# [The data]
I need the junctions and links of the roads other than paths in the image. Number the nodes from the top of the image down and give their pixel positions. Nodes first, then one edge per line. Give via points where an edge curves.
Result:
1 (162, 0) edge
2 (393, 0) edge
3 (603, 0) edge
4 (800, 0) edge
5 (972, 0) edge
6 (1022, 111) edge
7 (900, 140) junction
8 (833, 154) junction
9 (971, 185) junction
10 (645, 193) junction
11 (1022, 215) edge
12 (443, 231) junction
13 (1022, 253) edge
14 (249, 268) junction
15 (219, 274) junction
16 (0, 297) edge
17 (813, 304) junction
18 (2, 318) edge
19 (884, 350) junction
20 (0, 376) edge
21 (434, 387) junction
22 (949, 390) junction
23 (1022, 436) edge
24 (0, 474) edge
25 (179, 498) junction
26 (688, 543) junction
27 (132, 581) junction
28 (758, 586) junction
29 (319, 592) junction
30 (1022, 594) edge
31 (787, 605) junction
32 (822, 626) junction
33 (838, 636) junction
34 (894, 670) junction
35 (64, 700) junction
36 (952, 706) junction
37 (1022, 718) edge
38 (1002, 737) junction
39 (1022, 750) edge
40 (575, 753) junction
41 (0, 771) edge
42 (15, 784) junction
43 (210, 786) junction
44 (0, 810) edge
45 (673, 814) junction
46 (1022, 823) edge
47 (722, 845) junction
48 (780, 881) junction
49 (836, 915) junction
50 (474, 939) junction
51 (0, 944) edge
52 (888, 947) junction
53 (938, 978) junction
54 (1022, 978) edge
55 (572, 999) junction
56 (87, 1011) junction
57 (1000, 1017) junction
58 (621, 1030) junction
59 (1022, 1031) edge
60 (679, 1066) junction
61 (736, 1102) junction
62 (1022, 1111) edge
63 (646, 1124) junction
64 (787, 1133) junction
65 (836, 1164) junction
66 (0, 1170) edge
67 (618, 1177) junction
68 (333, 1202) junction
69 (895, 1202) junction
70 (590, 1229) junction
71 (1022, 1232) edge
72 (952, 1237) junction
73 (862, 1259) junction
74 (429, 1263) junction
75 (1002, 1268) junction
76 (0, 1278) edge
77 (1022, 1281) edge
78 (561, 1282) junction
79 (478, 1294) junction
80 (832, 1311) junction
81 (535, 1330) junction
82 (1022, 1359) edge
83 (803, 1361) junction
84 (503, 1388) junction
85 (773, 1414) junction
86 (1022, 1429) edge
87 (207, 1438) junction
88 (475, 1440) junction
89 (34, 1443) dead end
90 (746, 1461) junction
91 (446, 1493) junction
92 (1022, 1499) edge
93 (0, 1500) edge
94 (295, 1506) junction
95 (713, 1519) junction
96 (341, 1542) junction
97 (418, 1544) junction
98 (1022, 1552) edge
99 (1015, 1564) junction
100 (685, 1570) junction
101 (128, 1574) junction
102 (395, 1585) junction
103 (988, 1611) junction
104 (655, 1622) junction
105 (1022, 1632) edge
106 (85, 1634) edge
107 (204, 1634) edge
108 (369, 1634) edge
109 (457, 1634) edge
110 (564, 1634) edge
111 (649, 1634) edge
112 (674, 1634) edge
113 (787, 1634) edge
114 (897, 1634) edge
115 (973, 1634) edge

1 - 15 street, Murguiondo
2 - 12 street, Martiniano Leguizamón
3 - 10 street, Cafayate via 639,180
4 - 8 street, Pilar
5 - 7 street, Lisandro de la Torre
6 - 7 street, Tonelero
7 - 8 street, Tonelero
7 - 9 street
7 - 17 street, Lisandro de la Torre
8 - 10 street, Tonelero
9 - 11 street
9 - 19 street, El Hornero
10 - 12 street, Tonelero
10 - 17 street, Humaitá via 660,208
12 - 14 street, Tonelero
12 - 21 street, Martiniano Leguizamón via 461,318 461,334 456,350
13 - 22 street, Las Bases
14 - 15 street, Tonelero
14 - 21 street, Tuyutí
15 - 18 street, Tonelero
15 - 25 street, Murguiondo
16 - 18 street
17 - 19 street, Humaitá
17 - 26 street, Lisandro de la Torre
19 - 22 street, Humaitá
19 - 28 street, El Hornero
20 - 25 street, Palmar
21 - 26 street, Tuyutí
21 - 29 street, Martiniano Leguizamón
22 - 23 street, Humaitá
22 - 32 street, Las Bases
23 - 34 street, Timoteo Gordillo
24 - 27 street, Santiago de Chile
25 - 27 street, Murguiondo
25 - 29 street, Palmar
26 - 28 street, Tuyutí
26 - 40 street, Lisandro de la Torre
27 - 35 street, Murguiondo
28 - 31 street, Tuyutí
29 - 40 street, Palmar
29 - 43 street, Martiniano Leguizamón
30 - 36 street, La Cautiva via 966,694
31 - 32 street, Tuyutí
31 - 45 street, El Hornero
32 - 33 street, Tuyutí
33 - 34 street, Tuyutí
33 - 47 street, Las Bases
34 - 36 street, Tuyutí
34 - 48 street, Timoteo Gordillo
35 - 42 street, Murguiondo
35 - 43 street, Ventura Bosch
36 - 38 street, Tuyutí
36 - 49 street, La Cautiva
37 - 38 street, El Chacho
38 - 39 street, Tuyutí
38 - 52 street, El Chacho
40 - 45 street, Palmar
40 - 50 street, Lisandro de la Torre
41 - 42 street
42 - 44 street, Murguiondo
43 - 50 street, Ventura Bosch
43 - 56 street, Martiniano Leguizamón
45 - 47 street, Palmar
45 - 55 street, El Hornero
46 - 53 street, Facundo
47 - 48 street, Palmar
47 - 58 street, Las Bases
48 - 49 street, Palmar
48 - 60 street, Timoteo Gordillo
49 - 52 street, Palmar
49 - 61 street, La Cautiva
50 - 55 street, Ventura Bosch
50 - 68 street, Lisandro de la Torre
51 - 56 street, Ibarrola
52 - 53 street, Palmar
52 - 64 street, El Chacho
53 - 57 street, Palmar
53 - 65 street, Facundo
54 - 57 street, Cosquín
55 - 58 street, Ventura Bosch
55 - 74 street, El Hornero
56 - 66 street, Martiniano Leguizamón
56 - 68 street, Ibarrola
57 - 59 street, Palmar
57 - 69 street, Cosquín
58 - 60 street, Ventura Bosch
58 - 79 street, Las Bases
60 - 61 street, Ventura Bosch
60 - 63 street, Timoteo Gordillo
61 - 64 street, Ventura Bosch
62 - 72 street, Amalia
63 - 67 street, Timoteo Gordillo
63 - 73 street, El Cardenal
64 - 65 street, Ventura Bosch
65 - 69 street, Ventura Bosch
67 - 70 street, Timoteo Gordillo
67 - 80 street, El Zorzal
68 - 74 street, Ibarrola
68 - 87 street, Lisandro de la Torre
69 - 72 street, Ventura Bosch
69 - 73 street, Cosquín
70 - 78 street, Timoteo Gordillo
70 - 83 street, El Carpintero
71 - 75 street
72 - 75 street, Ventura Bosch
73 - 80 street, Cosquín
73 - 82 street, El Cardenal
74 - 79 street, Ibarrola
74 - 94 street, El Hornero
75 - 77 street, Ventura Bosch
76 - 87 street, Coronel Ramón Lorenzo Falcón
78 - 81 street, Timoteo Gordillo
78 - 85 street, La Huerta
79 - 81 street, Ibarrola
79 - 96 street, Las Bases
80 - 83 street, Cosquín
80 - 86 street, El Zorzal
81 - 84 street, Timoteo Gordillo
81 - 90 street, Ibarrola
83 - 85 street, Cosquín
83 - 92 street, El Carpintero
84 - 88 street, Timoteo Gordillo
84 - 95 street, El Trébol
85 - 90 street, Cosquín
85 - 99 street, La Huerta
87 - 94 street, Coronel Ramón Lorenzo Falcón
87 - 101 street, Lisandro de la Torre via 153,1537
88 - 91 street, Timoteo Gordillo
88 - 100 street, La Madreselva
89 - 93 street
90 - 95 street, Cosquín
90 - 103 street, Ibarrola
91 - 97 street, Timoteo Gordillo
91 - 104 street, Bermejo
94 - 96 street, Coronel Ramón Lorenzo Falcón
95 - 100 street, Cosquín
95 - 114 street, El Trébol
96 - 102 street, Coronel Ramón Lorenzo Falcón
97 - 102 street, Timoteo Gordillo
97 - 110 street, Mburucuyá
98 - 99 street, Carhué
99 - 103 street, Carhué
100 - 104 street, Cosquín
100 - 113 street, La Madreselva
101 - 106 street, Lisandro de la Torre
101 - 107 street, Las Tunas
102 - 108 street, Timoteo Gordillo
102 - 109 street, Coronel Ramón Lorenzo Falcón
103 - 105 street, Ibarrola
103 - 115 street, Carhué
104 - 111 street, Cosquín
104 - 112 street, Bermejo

# [Instructions for the task]
Show each line of the material where the word "Trébol" occurs.

# [Result for this task]
84 - 95 street, El Trébol
95 - 114 street, El Trébol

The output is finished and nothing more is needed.